== Work to be completed ==
Where the data below shows a picture, leave that picture out and copy the rest exactly.

Extracted material section start

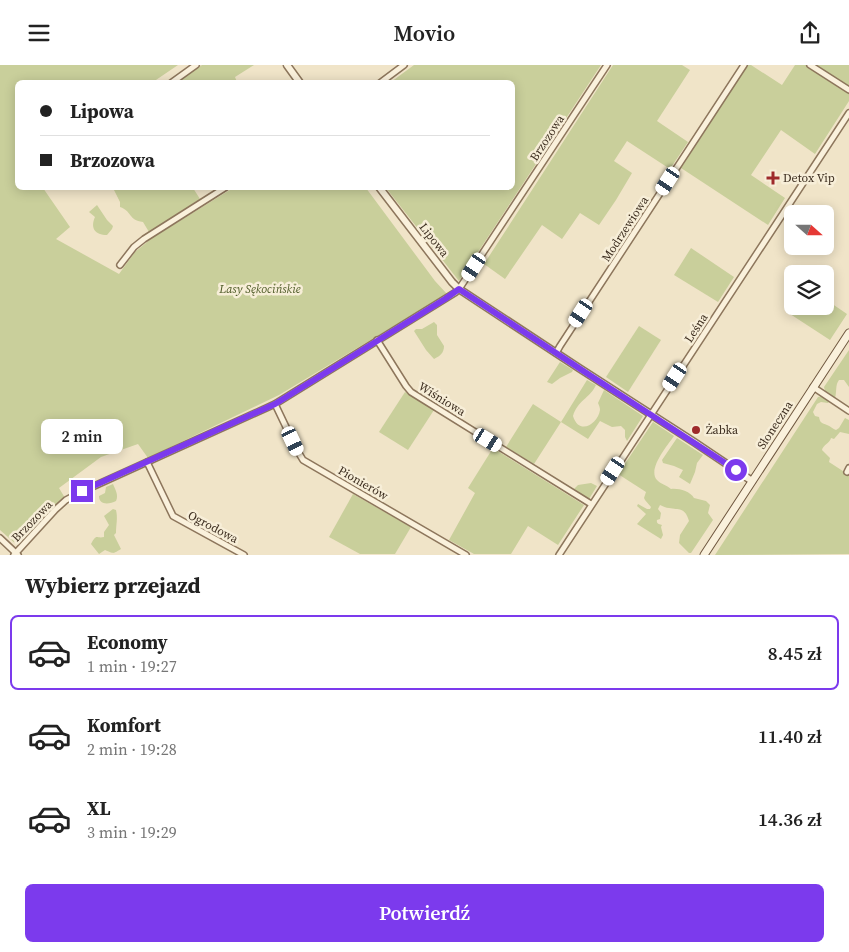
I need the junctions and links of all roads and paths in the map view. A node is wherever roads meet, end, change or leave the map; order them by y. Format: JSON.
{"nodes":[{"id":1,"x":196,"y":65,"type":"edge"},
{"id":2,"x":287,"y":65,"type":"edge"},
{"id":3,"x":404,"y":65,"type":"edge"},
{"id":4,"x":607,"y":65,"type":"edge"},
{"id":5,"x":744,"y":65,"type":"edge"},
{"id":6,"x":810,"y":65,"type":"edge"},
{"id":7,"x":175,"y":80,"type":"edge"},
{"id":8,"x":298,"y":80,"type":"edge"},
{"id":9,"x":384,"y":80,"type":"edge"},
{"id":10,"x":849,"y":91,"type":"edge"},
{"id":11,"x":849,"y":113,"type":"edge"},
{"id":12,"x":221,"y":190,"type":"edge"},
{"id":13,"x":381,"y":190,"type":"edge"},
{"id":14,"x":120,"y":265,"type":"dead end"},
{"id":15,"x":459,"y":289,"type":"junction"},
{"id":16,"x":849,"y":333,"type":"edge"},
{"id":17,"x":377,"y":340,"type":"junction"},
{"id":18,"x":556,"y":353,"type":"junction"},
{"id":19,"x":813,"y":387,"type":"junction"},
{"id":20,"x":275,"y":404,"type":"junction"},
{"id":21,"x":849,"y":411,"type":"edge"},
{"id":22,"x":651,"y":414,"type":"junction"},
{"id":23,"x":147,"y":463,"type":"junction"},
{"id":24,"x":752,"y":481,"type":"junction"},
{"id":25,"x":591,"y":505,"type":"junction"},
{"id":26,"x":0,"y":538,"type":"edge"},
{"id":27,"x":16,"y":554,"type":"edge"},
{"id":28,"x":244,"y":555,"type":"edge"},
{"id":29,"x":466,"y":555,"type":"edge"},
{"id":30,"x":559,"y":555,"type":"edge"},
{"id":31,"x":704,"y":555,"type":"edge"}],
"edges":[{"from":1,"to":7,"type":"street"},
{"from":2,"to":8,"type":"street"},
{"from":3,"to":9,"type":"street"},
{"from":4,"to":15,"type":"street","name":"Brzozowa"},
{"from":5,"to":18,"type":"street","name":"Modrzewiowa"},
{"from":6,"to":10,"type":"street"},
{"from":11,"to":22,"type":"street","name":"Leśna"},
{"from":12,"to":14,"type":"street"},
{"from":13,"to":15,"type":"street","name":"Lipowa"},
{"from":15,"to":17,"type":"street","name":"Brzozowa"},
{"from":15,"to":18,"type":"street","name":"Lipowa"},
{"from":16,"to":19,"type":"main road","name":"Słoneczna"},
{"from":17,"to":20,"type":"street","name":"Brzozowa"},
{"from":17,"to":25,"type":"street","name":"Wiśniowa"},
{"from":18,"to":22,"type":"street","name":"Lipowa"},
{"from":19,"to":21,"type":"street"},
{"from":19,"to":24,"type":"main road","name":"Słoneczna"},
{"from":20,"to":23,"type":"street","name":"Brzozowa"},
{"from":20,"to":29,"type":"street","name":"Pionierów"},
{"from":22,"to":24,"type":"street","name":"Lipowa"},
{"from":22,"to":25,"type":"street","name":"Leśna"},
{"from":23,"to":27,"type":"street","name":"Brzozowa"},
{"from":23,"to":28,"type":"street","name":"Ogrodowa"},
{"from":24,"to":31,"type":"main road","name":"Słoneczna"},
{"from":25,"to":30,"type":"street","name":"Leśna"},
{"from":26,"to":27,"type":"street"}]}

Extracted material section end

== Solution for this task ==
I need the junctions and links of all roads and paths in the map view. A node is wherever roads meet, end, change or leave the map; order them by y. Format: JSON.
{"nodes":[{"id":1,"x":196,"y":65,"type":"edge"},
{"id":2,"x":287,"y":65,"type":"edge"},
{"id":3,"x":404,"y":65,"type":"edge"},
{"id":4,"x":607,"y":65,"type":"edge"},
{"id":5,"x":744,"y":65,"type":"edge"},
{"id":6,"x":810,"y":65,"type":"edge"},
{"id":7,"x":175,"y":80,"type":"edge"},
{"id":8,"x":298,"y":80,"type":"edge"},
{"id":9,"x":384,"y":80,"type":"edge"},
{"id":10,"x":849,"y":91,"type":"edge"},
{"id":11,"x":849,"y":113,"type":"edge"},
{"id":12,"x":221,"y":190,"type":"edge"},
{"id":13,"x":381,"y":190,"type":"edge"},
{"id":14,"x":120,"y":265,"type":"dead end"},
{"id":15,"x":459,"y":289,"type":"junction"},
{"id":16,"x":849,"y":333,"type":"edge"},
{"id":17,"x":377,"y":340,"type":"junction"},
{"id":18,"x":556,"y":353,"type":"junction"},
{"id":19,"x":813,"y":387,"type":"junction"},
{"id":20,"x":275,"y":404,"type":"junction"},
{"id":21,"x":849,"y":411,"type":"edge"},
{"id":22,"x":651,"y":414,"type":"junction"},
{"id":23,"x":147,"y":463,"type":"junction"},
{"id":24,"x":752,"y":481,"type":"junction"},
{"id":25,"x":591,"y":505,"type":"junction"},
{"id":26,"x":0,"y":538,"type":"edge"},
{"id":27,"x":16,"y":554,"type":"edge"},
{"id":28,"x":244,"y":555,"type":"edge"},
{"id":29,"x":466,"y":555,"type":"edge"},
{"id":30,"x":559,"y":555,"type":"edge"},
{"id":31,"x":704,"y":555,"type":"edge"}],
"edges":[{"from":1,"to":7,"type":"street"},
{"from":2,"to":8,"type":"street"},
{"from":3,"to":9,"type":"street"},
{"from":4,"to":15,"type":"street","name":"Brzozowa"},
{"from":5,"to":18,"type":"street","name":"Modrzewiowa"},
{"from":6,"to":10,"type":"street"},
{"from":11,"to":22,"type":"street","name":"Leśna"},
{"from":12,"to":14,"type":"street"},
{"from":13,"to":15,"type":"street","name":"Lipowa"},
{"from":15,"to":17,"type":"street","name":"Brzozowa"},
{"from":15,"to":18,"type":"street","name":"Lipowa"},
{"from":16,"to":19,"type":"main road","name":"Słoneczna"},
{"from":17,"to":20,"type":"street","name":"Brzozowa"},
{"from":17,"to":25,"type":"street","name":"Wiśniowa"},
{"from":18,"to":22,"type":"street","name":"Lipowa"},
{"from":19,"to":21,"type":"street"},
{"from":19,"to":24,"type":"main road","name":"Słoneczna"},
{"from":20,"to":23,"type":"street","name":"Brzozowa"},
{"from":20,"to":29,"type":"street","name":"Pionierów"},
{"from":22,"to":24,"type":"street","name":"Lipowa"},
{"from":22,"to":25,"type":"street","name":"Leśna"},
{"from":23,"to":27,"type":"street","name":"Brzozowa"},
{"from":23,"to":28,"type":"street","name":"Ogrodowa"},
{"from":24,"to":31,"type":"main road","name":"Słoneczna"},
{"from":25,"to":30,"type":"street","name":"Leśna"},
{"from":26,"to":27,"type":"street"}]}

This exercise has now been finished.